Data provided below:
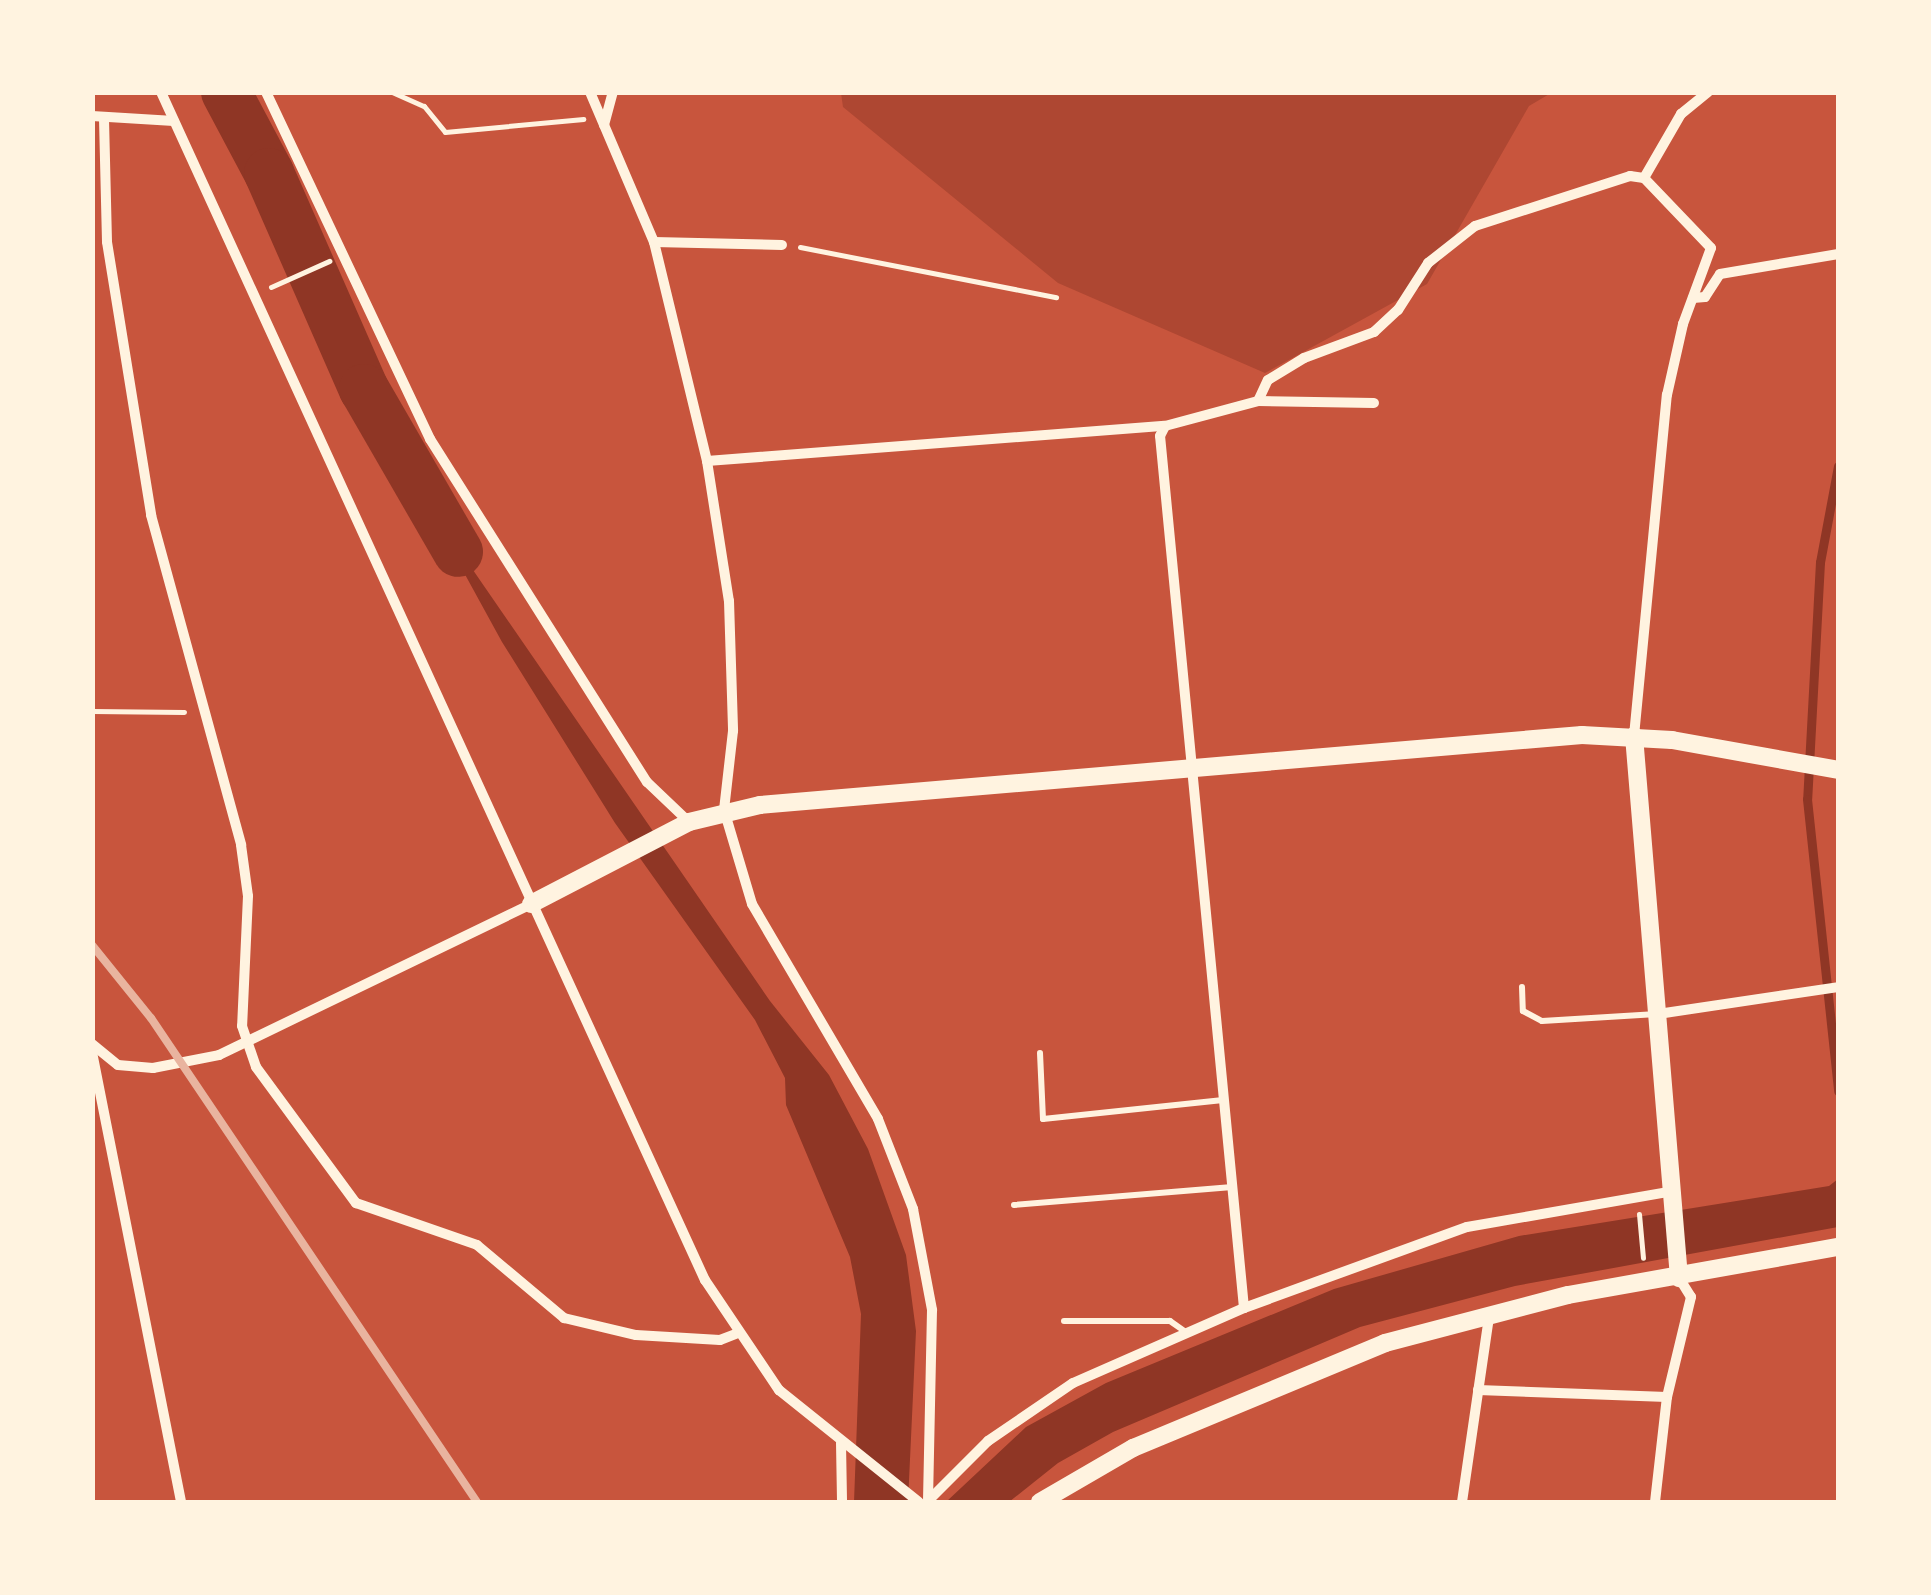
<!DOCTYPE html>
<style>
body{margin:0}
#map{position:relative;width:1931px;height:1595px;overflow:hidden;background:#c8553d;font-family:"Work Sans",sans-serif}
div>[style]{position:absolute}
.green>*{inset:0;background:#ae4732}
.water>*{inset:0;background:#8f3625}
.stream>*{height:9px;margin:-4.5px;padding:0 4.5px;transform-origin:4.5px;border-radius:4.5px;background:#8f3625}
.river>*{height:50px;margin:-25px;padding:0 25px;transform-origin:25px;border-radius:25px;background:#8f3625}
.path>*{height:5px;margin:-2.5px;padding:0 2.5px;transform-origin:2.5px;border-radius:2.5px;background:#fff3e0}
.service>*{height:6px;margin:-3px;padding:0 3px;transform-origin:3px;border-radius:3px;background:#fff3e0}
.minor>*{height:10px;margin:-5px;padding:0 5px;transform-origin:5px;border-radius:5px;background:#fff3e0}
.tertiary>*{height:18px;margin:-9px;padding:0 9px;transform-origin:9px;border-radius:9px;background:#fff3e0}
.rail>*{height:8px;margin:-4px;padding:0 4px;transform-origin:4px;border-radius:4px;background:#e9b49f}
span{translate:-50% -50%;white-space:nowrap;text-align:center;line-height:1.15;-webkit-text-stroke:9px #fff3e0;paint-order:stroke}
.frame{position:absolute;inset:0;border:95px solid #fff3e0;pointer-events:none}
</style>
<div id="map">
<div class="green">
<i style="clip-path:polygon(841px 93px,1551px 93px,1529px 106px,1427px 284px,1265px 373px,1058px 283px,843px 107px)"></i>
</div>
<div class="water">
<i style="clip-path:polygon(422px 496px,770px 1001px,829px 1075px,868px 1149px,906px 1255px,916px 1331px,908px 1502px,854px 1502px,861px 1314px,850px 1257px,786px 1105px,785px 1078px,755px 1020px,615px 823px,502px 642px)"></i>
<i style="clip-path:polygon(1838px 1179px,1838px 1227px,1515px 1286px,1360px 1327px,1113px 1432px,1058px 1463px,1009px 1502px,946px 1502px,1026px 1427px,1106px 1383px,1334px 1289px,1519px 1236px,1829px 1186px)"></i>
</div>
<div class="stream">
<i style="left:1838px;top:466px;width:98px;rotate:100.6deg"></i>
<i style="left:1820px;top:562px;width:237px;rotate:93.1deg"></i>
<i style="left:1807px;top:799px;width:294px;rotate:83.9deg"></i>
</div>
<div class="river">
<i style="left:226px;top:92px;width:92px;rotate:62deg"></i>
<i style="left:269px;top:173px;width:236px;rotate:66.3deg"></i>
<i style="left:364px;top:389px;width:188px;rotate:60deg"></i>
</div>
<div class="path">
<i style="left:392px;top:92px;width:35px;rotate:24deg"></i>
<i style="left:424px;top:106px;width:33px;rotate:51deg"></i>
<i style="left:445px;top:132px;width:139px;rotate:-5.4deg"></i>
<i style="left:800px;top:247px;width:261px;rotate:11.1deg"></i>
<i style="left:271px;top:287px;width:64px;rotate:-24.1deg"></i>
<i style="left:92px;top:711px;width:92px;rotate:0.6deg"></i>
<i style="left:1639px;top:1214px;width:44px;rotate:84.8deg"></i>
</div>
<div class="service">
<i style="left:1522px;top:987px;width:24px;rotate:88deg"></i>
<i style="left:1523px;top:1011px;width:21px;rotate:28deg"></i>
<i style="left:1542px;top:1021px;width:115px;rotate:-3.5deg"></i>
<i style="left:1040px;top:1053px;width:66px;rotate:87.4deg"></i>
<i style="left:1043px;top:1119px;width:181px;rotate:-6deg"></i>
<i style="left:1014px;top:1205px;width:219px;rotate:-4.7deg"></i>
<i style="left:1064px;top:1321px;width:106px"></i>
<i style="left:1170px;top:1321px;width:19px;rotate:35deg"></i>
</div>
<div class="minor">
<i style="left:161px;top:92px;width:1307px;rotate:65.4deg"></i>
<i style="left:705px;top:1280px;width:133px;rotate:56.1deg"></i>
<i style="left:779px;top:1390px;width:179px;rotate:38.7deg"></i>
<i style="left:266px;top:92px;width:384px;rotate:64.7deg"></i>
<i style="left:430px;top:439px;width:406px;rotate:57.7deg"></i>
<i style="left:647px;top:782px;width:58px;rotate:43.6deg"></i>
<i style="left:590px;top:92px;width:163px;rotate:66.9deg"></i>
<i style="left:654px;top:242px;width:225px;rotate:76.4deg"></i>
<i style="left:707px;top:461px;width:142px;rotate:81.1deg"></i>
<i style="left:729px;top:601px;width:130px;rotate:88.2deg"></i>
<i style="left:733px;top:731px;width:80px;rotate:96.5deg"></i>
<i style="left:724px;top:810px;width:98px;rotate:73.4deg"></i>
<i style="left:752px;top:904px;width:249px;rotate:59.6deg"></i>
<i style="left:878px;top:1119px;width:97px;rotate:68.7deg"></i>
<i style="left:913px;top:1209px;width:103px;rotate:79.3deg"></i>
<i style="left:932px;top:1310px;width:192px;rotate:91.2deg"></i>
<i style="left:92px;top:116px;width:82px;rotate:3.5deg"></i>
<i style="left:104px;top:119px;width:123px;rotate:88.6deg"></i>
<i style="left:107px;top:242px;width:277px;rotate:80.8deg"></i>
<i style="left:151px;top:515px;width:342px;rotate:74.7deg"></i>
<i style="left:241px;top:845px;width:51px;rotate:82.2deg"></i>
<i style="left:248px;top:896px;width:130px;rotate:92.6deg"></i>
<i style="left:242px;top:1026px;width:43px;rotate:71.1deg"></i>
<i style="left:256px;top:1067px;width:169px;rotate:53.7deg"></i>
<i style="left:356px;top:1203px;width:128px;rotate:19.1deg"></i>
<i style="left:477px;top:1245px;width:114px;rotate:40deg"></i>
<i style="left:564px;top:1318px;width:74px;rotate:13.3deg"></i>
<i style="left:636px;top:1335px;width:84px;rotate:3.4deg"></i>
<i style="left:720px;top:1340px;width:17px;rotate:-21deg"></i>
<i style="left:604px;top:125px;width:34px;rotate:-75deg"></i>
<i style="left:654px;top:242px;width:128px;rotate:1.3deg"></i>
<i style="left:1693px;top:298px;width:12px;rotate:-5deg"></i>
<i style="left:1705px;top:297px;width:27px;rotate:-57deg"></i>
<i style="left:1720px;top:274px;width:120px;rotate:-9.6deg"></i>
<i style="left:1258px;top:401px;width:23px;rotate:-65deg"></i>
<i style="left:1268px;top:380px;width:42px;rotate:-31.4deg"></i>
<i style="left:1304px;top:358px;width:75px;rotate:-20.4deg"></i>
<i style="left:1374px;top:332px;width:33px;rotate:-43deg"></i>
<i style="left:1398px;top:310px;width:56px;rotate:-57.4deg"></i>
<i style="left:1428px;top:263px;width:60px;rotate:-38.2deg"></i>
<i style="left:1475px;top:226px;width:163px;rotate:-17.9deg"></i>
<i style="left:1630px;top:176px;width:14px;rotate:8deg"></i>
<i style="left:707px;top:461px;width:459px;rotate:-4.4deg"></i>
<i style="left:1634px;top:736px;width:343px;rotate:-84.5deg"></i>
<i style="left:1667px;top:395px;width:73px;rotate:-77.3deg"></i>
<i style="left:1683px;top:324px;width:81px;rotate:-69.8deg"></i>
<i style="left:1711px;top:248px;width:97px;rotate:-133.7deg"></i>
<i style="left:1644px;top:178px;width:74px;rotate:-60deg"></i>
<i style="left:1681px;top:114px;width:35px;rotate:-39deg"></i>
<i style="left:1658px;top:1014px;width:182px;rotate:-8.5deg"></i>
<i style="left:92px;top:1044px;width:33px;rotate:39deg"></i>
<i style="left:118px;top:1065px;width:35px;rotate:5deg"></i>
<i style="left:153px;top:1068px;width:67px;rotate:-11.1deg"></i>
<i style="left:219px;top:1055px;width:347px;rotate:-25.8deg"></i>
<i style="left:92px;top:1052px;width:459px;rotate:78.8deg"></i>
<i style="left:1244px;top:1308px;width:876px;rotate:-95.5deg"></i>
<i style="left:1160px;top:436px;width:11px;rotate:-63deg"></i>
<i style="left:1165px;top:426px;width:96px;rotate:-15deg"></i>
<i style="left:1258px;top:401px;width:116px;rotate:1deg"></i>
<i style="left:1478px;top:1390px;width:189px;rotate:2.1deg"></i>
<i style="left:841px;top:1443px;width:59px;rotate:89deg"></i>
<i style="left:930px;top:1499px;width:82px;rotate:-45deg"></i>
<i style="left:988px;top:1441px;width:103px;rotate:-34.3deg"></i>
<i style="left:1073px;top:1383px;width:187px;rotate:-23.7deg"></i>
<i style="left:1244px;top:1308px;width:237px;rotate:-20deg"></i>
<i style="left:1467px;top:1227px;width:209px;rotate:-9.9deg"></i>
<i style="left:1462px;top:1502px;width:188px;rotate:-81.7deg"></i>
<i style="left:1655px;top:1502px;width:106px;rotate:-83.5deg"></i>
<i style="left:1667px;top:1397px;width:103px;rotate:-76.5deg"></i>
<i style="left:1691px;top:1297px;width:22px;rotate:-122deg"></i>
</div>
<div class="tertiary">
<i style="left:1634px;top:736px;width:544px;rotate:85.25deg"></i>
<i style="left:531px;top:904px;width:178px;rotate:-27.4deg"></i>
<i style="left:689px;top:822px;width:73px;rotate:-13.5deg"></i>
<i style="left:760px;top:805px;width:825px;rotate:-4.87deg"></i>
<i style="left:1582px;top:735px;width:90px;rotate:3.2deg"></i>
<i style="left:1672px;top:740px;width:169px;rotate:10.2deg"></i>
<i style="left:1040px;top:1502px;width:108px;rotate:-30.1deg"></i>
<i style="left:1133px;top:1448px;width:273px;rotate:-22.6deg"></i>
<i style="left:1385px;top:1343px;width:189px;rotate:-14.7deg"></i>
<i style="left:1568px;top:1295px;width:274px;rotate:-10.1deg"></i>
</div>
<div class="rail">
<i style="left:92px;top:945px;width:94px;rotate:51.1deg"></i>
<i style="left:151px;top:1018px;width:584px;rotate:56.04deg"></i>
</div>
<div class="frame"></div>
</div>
End of Data provided.
- To do -
Each line of the data that includes the word "inset" counts once; report the total and nothing more.

- Written answer -
3